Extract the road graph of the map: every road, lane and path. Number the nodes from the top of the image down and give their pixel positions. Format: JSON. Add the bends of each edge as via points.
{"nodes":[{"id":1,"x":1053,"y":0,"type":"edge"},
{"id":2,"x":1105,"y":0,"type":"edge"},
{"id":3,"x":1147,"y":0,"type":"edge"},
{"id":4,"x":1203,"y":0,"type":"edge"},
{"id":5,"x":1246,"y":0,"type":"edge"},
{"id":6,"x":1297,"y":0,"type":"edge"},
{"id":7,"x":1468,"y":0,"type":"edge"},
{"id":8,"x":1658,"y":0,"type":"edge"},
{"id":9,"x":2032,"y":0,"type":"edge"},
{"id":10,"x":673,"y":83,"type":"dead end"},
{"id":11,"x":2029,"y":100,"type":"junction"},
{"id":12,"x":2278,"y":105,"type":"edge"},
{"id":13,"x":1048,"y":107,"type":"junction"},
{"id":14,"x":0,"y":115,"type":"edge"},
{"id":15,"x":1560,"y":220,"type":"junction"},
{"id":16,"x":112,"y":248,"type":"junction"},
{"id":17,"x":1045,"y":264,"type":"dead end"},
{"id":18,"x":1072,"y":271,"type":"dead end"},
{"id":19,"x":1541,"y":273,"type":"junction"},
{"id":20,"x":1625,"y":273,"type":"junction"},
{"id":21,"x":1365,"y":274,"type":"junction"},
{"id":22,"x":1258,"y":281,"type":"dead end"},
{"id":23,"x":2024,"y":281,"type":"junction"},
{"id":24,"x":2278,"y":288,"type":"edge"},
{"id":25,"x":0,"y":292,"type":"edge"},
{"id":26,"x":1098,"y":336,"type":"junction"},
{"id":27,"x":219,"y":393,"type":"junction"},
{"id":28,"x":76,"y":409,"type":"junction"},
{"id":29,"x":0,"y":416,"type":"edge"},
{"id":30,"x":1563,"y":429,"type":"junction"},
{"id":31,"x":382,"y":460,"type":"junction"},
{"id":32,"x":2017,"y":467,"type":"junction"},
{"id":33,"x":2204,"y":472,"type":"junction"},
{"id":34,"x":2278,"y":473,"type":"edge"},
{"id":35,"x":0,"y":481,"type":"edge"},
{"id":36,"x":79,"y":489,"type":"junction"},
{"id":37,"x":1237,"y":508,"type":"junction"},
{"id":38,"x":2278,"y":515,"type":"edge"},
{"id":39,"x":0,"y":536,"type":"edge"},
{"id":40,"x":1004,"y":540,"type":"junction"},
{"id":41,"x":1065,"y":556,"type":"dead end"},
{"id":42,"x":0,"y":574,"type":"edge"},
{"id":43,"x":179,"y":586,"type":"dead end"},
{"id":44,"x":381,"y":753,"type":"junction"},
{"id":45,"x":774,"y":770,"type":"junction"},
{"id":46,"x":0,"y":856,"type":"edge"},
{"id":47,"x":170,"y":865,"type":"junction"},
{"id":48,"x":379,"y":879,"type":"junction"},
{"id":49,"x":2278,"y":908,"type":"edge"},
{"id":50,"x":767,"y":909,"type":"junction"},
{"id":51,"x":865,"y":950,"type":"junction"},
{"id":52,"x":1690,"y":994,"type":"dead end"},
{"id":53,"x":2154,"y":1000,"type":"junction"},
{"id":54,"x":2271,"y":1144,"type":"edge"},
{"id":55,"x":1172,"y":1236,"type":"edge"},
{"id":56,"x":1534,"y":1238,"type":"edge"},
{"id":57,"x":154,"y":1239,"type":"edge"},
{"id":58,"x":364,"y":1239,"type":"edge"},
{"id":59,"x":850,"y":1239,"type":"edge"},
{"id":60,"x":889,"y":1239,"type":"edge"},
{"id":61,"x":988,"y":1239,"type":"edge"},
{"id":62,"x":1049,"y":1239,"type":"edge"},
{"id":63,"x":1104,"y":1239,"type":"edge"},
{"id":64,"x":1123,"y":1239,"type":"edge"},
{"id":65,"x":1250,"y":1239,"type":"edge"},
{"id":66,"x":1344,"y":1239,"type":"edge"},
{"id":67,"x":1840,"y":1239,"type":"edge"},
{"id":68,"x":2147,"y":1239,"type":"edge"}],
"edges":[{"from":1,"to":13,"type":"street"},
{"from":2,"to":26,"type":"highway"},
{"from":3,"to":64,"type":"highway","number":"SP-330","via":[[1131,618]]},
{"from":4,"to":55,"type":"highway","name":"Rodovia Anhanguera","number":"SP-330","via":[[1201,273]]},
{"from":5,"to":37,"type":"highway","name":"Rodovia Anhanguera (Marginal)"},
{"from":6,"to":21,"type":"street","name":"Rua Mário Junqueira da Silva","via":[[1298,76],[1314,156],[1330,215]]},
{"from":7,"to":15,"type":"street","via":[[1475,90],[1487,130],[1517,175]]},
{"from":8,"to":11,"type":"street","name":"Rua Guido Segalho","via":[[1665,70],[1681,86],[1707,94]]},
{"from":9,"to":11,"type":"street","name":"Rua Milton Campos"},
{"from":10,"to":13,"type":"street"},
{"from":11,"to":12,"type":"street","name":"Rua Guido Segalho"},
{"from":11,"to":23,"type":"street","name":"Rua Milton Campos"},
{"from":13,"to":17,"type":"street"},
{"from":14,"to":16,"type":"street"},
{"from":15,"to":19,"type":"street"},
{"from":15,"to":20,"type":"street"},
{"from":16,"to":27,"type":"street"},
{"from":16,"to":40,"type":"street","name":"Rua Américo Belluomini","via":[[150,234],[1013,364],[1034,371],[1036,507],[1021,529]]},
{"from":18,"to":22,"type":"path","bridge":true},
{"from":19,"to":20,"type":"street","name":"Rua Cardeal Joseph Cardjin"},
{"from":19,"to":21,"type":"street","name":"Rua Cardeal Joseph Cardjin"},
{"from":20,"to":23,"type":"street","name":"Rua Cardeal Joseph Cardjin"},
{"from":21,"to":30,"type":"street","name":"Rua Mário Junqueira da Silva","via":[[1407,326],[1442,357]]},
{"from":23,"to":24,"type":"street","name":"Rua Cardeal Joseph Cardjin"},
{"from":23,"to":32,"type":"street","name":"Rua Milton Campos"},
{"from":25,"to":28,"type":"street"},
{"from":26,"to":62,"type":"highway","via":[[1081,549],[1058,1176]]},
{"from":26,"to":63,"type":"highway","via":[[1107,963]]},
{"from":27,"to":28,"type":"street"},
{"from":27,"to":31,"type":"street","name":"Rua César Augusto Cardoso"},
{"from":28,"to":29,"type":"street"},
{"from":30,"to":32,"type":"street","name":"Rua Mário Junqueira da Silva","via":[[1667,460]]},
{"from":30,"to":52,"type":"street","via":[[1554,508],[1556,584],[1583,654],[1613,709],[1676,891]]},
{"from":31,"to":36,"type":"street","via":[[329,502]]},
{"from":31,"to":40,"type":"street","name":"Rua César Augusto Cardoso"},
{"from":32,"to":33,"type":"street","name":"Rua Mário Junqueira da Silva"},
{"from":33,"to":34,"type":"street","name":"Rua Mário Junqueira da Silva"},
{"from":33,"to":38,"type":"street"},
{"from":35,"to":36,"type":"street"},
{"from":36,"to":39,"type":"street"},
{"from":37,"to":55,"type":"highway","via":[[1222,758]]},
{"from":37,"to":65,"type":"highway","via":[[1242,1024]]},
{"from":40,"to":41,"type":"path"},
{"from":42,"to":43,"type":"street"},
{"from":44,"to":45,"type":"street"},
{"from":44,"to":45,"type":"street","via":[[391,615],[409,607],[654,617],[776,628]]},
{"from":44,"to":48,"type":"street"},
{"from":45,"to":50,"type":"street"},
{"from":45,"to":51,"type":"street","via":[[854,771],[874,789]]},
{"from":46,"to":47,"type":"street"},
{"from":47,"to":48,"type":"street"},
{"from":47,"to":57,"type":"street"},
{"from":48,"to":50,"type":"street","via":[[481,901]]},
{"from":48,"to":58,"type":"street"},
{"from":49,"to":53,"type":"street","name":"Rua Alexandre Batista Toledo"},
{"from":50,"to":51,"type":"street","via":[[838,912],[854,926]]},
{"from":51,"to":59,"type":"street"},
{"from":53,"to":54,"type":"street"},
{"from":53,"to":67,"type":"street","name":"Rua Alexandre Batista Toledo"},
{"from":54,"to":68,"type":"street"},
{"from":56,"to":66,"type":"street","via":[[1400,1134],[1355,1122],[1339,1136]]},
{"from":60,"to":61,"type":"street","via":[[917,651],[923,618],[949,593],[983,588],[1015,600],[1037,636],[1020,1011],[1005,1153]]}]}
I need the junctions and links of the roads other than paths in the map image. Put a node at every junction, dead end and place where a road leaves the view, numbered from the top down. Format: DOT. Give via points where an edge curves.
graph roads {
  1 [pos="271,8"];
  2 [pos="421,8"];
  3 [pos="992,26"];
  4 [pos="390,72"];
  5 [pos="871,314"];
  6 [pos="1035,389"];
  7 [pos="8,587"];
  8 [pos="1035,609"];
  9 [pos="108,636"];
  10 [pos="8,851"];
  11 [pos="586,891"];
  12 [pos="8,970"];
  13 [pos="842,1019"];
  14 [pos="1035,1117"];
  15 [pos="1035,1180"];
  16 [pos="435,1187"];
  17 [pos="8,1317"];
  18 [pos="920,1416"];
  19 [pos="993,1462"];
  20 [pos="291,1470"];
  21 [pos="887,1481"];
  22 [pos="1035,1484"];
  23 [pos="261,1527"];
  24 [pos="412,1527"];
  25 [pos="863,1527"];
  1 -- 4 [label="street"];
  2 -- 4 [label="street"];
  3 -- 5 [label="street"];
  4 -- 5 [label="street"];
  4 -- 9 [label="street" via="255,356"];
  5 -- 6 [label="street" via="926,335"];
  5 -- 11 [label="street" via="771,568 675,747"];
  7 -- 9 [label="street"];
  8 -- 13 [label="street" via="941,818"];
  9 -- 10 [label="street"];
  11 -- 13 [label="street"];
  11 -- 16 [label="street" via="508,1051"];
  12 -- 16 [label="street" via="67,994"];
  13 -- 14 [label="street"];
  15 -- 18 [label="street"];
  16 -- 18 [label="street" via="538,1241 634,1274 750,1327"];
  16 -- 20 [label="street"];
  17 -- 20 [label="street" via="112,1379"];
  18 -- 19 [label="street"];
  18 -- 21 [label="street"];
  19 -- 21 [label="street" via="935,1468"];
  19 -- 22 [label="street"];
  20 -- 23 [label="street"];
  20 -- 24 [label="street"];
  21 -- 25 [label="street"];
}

## Task item
Given the data above, which lines hold the string "Campos"? Return them.

## Output of the exercise
{"from":9,"to":11,"type":"street","name":"Rua Milton Campos"},
{"from":11,"to":23,"type":"street","name":"Rua Milton Campos"},
{"from":23,"to":32,"type":"street","name":"Rua Milton Campos"},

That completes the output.